> [WHAT YOU ARE ASKED TO DO]: With the pictures removed, write out the data below exactly.

> [TASK INPUT]:
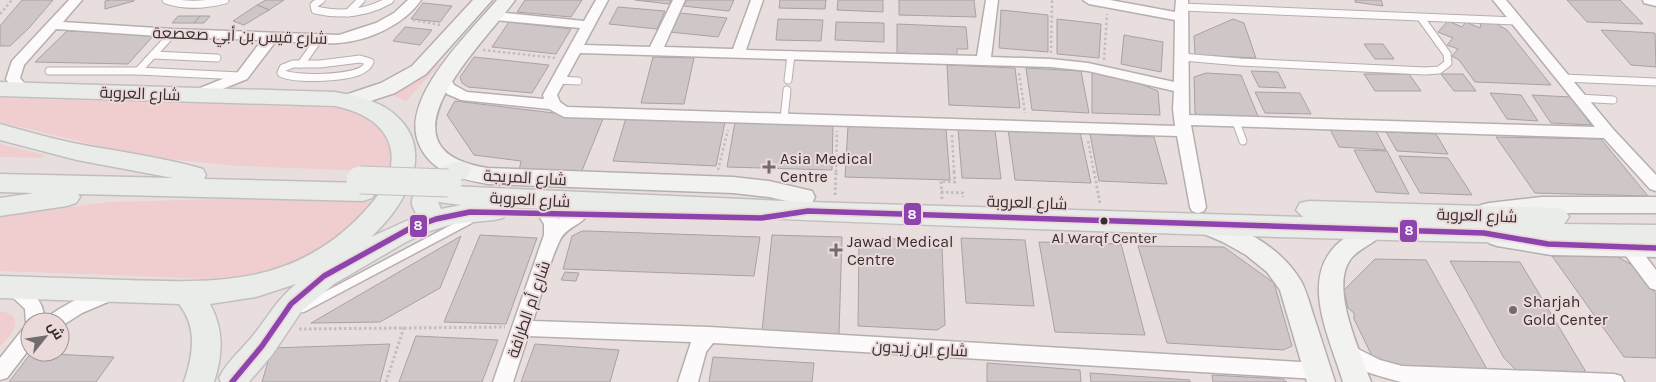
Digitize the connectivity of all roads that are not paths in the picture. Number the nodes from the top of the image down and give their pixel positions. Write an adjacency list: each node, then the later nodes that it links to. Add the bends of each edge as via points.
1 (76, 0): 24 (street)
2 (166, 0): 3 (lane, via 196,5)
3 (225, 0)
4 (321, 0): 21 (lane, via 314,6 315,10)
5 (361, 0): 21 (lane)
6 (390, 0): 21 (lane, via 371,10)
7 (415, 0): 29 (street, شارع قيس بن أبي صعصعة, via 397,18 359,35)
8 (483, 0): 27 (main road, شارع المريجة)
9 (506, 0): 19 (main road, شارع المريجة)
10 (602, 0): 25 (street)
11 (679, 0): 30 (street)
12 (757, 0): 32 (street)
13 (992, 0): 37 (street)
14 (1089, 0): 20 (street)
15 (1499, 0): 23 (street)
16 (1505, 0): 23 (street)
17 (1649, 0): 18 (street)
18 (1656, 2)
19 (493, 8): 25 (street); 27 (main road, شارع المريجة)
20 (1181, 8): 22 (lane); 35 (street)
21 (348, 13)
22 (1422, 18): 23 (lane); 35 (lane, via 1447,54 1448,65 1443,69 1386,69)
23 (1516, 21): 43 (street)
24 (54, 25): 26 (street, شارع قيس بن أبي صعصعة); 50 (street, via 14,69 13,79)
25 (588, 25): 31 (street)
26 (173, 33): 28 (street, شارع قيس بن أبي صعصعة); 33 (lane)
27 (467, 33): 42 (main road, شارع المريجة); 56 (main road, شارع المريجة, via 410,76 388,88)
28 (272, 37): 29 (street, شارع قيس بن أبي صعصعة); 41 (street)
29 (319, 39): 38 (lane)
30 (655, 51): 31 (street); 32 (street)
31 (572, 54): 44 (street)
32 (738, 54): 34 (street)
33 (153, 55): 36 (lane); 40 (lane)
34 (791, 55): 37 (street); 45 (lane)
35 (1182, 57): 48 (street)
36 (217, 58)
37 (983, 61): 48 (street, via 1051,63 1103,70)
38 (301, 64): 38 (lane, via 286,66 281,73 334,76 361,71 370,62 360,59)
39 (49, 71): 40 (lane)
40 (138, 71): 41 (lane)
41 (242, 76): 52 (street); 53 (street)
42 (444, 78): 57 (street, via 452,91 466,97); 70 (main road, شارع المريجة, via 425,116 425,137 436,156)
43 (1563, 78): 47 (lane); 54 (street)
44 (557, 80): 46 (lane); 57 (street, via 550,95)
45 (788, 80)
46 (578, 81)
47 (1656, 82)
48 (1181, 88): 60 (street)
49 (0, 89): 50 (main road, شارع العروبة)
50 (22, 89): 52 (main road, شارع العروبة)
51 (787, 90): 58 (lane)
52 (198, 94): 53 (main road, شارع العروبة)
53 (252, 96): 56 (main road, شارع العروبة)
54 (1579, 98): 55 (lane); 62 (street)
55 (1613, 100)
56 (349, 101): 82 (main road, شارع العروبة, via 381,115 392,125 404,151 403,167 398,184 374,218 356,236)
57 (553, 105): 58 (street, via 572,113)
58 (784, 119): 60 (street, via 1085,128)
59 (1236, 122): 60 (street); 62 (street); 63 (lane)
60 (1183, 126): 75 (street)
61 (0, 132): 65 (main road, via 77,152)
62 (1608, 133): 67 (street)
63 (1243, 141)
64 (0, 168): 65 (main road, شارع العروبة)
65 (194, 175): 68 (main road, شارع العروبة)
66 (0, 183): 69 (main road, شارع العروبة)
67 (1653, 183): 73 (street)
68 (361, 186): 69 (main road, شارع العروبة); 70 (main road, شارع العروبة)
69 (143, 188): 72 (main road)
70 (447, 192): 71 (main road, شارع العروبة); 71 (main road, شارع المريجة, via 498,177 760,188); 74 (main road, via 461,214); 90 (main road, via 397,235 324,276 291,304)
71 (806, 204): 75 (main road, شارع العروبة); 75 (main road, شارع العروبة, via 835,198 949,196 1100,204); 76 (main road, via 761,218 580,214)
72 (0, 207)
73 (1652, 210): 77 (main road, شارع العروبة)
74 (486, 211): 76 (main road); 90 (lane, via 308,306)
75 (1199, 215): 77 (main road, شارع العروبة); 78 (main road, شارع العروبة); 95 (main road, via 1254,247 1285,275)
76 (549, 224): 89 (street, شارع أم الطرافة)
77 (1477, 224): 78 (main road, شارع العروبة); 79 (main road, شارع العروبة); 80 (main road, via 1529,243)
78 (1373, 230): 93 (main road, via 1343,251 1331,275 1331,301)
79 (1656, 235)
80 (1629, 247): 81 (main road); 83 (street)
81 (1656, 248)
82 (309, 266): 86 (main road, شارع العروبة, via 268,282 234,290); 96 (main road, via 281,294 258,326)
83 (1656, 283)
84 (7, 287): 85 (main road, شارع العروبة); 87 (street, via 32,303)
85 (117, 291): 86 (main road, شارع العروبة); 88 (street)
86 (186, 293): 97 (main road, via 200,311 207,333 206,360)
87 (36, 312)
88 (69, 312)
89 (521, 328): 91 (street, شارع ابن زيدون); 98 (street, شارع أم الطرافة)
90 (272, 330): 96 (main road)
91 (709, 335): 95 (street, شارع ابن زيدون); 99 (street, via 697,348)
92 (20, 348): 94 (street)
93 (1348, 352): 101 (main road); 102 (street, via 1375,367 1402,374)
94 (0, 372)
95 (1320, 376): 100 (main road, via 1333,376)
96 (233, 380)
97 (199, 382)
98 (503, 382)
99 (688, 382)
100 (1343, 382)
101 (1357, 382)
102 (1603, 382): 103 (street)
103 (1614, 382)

> [RESULT]:
Digitize the connectivity of all roads that are not paths in the picture. Number the nodes from the top of the image down and give their pixel positions. Write an adjacency list: each node, then the later nodes that it links to. Add the bends of each edge as via points.
1 (76, 0): 24 (street)
2 (166, 0): 3 (lane, via 196,5)
3 (225, 0)
4 (321, 0): 21 (lane, via 314,6 315,10)
5 (361, 0): 21 (lane)
6 (390, 0): 21 (lane, via 371,10)
7 (415, 0): 29 (street, شارع قيس بن أبي صعصعة, via 397,18 359,35)
8 (483, 0): 27 (main road, شارع المريجة)
9 (506, 0): 19 (main road, شارع المريجة)
10 (602, 0): 25 (street)
11 (679, 0): 30 (street)
12 (757, 0): 32 (street)
13 (992, 0): 37 (street)
14 (1089, 0): 20 (street)
15 (1499, 0): 23 (street)
16 (1505, 0): 23 (street)
17 (1649, 0): 18 (street)
18 (1656, 2)
19 (493, 8): 25 (street); 27 (main road, شارع المريجة)
20 (1181, 8): 22 (lane); 35 (street)
21 (348, 13)
22 (1422, 18): 23 (lane); 35 (lane, via 1447,54 1448,65 1443,69 1386,69)
23 (1516, 21): 43 (street)
24 (54, 25): 26 (street, شارع قيس بن أبي صعصعة); 50 (street, via 14,69 13,79)
25 (588, 25): 31 (street)
26 (173, 33): 28 (street, شارع قيس بن أبي صعصعة); 33 (lane)
27 (467, 33): 42 (main road, شارع المريجة); 56 (main road, شارع المريجة, via 410,76 388,88)
28 (272, 37): 29 (street, شارع قيس بن أبي صعصعة); 41 (street)
29 (319, 39): 38 (lane)
30 (655, 51): 31 (street); 32 (street)
31 (572, 54): 44 (street)
32 (738, 54): 34 (street)
33 (153, 55): 36 (lane); 40 (lane)
34 (791, 55): 37 (street); 45 (lane)
35 (1182, 57): 48 (street)
36 (217, 58)
37 (983, 61): 48 (street, via 1051,63 1103,70)
38 (301, 64): 38 (lane, via 286,66 281,73 334,76 361,71 370,62 360,59)
39 (49, 71): 40 (lane)
40 (138, 71): 41 (lane)
41 (242, 76): 52 (street); 53 (street)
42 (444, 78): 57 (street, via 452,91 466,97); 70 (main road, شارع المريجة, via 425,116 425,137 436,156)
43 (1563, 78): 47 (lane); 54 (street)
44 (557, 80): 46 (lane); 57 (street, via 550,95)
45 (788, 80)
46 (578, 81)
47 (1656, 82)
48 (1181, 88): 60 (street)
49 (0, 89): 50 (main road, شارع العروبة)
50 (22, 89): 52 (main road, شارع العروبة)
51 (787, 90): 58 (lane)
52 (198, 94): 53 (main road, شارع العروبة)
53 (252, 96): 56 (main road, شارع العروبة)
54 (1579, 98): 55 (lane); 62 (street)
55 (1613, 100)
56 (349, 101): 82 (main road, شارع العروبة, via 381,115 392,125 404,151 403,167 398,184 374,218 356,236)
57 (553, 105): 58 (street, via 572,113)
58 (784, 119): 60 (street, via 1085,128)
59 (1236, 122): 60 (street); 62 (street); 63 (lane)
60 (1183, 126): 75 (street)
61 (0, 132): 65 (main road, via 77,152)
62 (1608, 133): 67 (street)
63 (1243, 141)
64 (0, 168): 65 (main road, شارع العروبة)
65 (194, 175): 68 (main road, شارع العروبة)
66 (0, 183): 69 (main road, شارع العروبة)
67 (1653, 183): 73 (street)
68 (361, 186): 69 (main road, شارع العروبة); 70 (main road, شارع العروبة)
69 (143, 188): 72 (main road)
70 (447, 192): 71 (main road, شارع العروبة); 71 (main road, شارع المريجة, via 498,177 760,188); 74 (main road, via 461,214); 90 (main road, via 397,235 324,276 291,304)
71 (806, 204): 75 (main road, شارع العروبة); 75 (main road, شارع العروبة, via 835,198 949,196 1100,204); 76 (main road, via 761,218 580,214)
72 (0, 207)
73 (1652, 210): 77 (main road, شارع العروبة)
74 (486, 211): 76 (main road); 90 (lane, via 308,306)
75 (1199, 215): 77 (main road, شارع العروبة); 78 (main road, شارع العروبة); 95 (main road, via 1254,247 1285,275)
76 (549, 224): 89 (street, شارع أم الطرافة)
77 (1477, 224): 78 (main road, شارع العروبة); 79 (main road, شارع العروبة); 80 (main road, via 1529,243)
78 (1373, 230): 93 (main road, via 1343,251 1331,275 1331,301)
79 (1656, 235)
80 (1629, 247): 81 (main road); 83 (street)
81 (1656, 248)
82 (309, 266): 86 (main road, شارع العروبة, via 268,282 234,290); 96 (main road, via 281,294 258,326)
83 (1656, 283)
84 (7, 287): 85 (main road, شارع العروبة); 87 (street, via 32,303)
85 (117, 291): 86 (main road, شارع العروبة); 88 (street)
86 (186, 293): 97 (main road, via 200,311 207,333 206,360)
87 (36, 312)
88 (69, 312)
89 (521, 328): 91 (street, شارع ابن زيدون); 98 (street, شارع أم الطرافة)
90 (272, 330): 96 (main road)
91 (709, 335): 95 (street, شارع ابن زيدون); 99 (street, via 697,348)
92 (20, 348): 94 (street)
93 (1348, 352): 101 (main road); 102 (street, via 1375,367 1402,374)
94 (0, 372)
95 (1320, 376): 100 (main road, via 1333,376)
96 (233, 380)
97 (199, 382)
98 (503, 382)
99 (688, 382)
100 (1343, 382)
101 (1357, 382)
102 (1603, 382): 103 (street)
103 (1614, 382)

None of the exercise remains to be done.